Media Asuransi – Satu setengah tahun pandemi Covid-19 melanda dunia dan memukul perekonomian. Namun di balik itu, pandemi ini ternyata tetap memungkinkan industri asuransi untuk tumbuh di masa mendatang. “Pandemi Covid-19 turut meningkatkan awareness masyarakat terhadap produk asuransi jiwa dan kesehatan,” kata Ketua Dewan Pengurus Asosiasi Asuransi Jiwa Indonesia (AAJ) Budi Tampubolon, dalam webinar “Prospek Ekonomi Indonesia Pasca Stimulus dan Vaksinasi, awal Juli 2021.
Menurut Budi, berdasar survei yang dilakukan di tahun 2019, saat ini generasi milenial sudah mulai sadar mengenai pentingnya asuransi jiwa. Usia 18 tahun adalah usia di saat milenial sudah mulai peka terhadap produk asuransi. Jenis asuransi yang paling diketahui oleh milenial adalah asuransi Kesehatan dan asuransi jiwa.

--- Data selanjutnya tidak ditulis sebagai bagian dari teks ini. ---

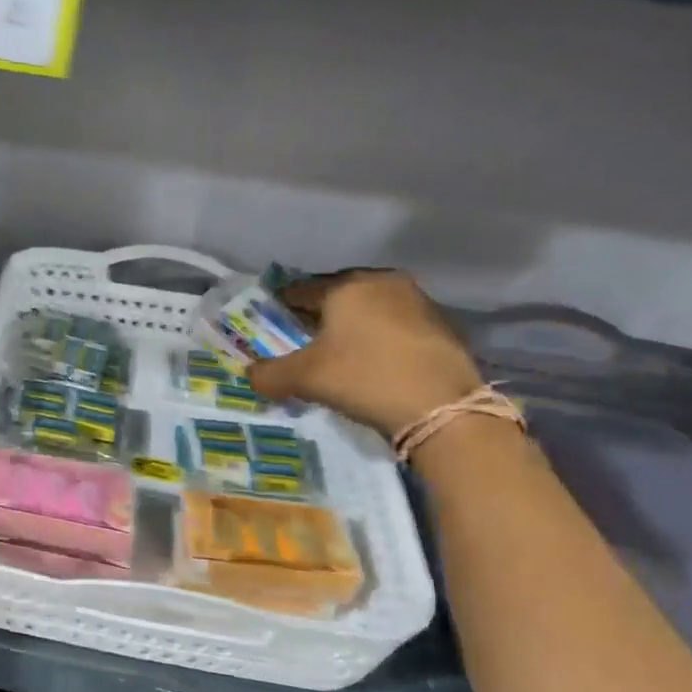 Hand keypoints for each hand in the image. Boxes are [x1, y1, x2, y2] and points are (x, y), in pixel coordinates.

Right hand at [248, 269, 484, 438]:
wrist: (442, 408)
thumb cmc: (364, 378)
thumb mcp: (304, 378)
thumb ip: (269, 374)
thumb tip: (250, 374)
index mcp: (347, 286)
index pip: (303, 289)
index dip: (283, 305)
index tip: (272, 321)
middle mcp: (383, 282)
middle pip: (339, 294)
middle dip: (320, 313)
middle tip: (304, 336)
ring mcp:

Dari survei juga diketahui bahwa sebanyak 35 persen milenial memiliki poduk asuransi. Dari 65 persen milenial yang tidak memiliki produk asuransi, sebanyak 62 persen milenial menyatakan tertarik memiliki produk asuransi.
|Baca juga: Sebelum Beli, Kenali Klausul-klausul yang Ada dalam Polis Asuransi Jiwa
Walau demikian, Budi Tampubolon juga mengakui sejumlah tantangan yang dihadapi industri asuransi jiwa di masa pandemi Covid-19 ini. Pertama, produk asuransi relatif masih menjadi produk yang perlu dipasarkan. “Sehingga diperlukan inovasi kanal distribusi untuk meningkatkan pemasaran dan penjualan,” katanya dalam webinar yang diselenggarakan Bisnis Indonesia ini.
Kedua, pemasaran produk asuransi masih didominasi oleh skema face to face yang belum bisa menjangkau seluruh masyarakat di Indonesia. Ketiga, adanya pembatasan aktivitas masyarakat, yakni PSBB, PPKM, dan PPKM Darurat, akibat pandemi Covid-19 semakin mempersulit pemasaran produk asuransi.
Keempat, hasil investasi yang sudah mulai meningkat masih akan dipengaruhi ketidakpastian kondisi pasar modal Indonesia dan global yang terdampak dari munculnya virus corona varian delta. Kelima, adanya anggota AAJI yang mengalami permasalahan.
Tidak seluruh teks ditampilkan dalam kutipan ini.